**Description of the task:**
In the listing that follows, how many lines contain "Horley"? Give the number only.

[Start of section]

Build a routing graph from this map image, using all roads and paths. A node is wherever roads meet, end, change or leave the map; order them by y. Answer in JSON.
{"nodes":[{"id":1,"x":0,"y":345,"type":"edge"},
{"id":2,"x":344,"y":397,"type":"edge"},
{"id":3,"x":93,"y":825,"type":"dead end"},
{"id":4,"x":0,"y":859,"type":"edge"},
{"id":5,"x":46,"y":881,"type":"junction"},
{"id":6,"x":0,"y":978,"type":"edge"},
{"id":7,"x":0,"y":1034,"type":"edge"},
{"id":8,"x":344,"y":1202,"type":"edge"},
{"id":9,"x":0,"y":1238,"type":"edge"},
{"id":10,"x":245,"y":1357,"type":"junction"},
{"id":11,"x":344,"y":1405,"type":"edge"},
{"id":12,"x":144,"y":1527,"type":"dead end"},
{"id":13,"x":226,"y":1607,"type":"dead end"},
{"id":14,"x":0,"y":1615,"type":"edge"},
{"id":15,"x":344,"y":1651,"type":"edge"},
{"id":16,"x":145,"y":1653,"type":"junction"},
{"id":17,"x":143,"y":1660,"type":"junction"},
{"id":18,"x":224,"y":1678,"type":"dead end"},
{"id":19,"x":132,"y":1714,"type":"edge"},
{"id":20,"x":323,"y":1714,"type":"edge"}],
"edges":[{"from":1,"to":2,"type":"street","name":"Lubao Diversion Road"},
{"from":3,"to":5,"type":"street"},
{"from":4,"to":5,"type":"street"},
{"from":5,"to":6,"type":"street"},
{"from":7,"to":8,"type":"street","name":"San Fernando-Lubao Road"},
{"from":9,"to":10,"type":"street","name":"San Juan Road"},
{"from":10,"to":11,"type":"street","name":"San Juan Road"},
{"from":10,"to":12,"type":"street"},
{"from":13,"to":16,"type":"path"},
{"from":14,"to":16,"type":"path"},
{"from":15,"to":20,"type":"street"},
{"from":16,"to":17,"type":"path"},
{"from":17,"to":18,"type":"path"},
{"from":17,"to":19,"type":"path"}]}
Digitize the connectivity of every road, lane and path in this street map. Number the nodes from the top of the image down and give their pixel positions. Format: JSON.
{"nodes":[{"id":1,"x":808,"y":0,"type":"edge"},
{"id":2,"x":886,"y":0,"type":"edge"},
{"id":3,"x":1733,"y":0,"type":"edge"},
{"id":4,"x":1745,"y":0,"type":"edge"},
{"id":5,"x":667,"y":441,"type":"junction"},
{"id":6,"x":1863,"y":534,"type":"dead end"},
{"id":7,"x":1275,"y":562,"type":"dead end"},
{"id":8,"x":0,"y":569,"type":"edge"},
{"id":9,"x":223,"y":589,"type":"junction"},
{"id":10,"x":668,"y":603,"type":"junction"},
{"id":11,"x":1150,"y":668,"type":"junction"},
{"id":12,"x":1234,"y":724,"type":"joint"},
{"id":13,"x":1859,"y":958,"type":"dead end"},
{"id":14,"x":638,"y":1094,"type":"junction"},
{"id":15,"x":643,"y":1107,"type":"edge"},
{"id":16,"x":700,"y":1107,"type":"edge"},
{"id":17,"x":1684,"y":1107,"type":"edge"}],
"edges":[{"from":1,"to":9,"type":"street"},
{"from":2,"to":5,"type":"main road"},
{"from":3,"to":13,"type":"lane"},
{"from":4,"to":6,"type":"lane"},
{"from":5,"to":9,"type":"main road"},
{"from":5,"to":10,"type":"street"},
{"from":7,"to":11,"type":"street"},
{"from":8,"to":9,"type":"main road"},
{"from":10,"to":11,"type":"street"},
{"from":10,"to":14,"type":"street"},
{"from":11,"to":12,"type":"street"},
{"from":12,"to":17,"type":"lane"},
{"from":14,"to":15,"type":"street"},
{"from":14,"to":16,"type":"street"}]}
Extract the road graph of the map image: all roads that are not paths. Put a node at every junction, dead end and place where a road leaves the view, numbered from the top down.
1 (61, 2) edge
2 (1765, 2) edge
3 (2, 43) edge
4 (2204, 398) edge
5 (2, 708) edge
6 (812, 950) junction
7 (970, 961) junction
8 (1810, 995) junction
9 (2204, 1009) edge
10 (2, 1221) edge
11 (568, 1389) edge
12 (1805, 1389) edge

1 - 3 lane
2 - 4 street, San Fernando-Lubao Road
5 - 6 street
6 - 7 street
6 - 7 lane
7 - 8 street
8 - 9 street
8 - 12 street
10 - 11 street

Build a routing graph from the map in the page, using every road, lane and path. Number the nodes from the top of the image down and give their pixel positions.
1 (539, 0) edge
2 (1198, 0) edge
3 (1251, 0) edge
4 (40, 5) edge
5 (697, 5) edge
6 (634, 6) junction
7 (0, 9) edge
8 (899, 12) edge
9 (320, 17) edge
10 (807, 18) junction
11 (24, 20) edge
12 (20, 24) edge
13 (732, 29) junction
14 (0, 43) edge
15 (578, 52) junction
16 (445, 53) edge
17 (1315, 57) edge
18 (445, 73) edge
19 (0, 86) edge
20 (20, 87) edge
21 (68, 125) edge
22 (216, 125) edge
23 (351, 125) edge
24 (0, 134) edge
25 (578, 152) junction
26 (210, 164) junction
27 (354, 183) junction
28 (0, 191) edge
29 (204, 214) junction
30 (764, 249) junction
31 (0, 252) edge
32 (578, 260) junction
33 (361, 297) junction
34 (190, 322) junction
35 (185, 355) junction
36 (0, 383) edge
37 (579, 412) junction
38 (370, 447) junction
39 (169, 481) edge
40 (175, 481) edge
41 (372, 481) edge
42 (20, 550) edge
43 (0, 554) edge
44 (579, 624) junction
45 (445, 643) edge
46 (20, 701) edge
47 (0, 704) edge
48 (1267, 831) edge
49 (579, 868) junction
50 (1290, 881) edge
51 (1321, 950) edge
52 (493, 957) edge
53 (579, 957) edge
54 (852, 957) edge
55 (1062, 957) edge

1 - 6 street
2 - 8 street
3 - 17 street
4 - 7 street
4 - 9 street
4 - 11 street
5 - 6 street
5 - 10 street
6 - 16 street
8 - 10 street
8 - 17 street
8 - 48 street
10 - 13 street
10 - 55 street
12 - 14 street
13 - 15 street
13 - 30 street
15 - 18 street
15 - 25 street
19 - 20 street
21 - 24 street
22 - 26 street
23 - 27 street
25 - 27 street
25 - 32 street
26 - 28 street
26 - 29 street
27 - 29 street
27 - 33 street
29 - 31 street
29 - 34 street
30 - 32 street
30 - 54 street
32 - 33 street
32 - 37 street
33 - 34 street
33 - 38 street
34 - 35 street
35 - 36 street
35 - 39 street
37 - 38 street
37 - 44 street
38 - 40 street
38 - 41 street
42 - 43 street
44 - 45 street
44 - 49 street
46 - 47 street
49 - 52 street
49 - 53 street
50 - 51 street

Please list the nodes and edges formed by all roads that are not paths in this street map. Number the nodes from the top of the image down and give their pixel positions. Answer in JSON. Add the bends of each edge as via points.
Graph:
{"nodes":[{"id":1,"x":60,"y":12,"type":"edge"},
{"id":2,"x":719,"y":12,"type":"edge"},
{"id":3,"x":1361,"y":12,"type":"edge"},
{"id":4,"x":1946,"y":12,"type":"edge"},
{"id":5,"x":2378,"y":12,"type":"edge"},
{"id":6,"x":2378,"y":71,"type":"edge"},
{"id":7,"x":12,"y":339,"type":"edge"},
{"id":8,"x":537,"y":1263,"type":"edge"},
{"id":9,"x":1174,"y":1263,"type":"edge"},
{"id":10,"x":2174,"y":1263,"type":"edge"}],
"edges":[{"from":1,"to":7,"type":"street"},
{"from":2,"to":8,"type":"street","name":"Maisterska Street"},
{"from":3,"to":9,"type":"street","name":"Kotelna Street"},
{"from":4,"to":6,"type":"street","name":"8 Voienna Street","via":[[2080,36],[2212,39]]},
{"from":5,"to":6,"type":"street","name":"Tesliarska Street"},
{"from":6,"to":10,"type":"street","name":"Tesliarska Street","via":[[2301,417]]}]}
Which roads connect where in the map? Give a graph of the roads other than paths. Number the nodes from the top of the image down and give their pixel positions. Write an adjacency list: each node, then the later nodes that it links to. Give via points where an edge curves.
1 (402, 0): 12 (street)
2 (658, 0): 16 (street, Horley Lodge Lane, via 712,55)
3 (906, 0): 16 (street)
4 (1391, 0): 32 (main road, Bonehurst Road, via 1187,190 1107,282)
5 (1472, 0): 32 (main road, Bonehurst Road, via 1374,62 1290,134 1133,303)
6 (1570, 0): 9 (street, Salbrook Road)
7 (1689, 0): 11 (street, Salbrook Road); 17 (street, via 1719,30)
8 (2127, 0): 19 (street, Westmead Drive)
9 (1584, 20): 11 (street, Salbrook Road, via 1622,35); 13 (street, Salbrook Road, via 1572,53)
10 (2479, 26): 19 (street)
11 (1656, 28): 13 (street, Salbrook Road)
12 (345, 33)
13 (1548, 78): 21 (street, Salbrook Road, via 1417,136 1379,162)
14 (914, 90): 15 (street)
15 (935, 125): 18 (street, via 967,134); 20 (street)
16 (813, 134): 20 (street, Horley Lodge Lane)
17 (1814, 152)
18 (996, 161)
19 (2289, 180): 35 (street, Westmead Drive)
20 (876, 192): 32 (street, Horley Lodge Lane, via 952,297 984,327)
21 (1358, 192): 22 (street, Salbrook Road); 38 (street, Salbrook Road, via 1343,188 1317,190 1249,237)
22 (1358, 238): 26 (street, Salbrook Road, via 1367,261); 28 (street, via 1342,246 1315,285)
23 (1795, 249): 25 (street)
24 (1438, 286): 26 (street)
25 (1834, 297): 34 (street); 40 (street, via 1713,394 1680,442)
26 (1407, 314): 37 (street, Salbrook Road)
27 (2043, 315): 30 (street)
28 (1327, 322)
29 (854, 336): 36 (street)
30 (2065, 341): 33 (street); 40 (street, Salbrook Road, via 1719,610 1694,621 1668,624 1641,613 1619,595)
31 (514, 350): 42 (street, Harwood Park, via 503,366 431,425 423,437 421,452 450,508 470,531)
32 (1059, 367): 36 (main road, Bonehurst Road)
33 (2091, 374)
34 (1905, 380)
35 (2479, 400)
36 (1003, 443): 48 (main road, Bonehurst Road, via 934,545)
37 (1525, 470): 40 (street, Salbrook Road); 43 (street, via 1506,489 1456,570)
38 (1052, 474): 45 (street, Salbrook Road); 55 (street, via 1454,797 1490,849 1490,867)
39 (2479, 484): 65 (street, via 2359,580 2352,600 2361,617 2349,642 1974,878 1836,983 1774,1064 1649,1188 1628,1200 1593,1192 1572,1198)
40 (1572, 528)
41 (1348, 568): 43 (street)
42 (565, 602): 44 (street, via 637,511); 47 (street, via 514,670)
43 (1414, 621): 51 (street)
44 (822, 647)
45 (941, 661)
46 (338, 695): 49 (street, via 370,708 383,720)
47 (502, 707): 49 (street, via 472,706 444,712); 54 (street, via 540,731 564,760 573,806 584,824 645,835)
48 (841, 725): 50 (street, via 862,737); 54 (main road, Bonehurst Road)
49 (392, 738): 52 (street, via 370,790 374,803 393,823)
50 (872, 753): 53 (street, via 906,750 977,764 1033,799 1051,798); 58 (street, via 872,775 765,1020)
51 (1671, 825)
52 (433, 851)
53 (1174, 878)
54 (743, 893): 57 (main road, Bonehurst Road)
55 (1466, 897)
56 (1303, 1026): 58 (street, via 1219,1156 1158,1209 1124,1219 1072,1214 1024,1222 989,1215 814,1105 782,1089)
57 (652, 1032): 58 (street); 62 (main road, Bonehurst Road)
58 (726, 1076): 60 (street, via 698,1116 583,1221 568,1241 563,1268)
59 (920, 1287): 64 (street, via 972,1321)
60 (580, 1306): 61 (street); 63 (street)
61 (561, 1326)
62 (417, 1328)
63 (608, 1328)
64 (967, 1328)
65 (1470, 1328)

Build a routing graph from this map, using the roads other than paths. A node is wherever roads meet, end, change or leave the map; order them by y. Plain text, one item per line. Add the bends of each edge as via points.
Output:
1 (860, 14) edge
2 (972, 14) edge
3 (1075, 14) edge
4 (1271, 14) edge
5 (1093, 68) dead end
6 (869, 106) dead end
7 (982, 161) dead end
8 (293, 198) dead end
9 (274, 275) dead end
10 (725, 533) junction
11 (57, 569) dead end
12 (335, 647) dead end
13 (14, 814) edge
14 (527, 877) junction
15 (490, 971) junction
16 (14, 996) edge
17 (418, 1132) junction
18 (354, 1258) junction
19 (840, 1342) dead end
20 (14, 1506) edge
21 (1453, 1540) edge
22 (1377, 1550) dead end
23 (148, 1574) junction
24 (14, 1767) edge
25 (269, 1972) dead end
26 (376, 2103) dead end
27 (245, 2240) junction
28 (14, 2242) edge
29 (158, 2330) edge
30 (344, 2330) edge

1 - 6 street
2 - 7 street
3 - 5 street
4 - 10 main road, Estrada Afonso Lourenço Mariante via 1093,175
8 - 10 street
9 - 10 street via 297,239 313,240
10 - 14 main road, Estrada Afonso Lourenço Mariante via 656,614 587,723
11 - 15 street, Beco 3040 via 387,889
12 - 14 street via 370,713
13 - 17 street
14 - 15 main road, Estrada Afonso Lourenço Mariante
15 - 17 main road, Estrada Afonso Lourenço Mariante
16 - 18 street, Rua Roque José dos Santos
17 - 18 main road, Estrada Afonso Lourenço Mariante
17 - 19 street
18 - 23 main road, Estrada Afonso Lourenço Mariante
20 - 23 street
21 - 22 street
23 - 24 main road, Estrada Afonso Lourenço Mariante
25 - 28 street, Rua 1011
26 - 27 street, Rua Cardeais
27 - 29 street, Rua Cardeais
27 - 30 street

[End of section]

**Answer space:**
3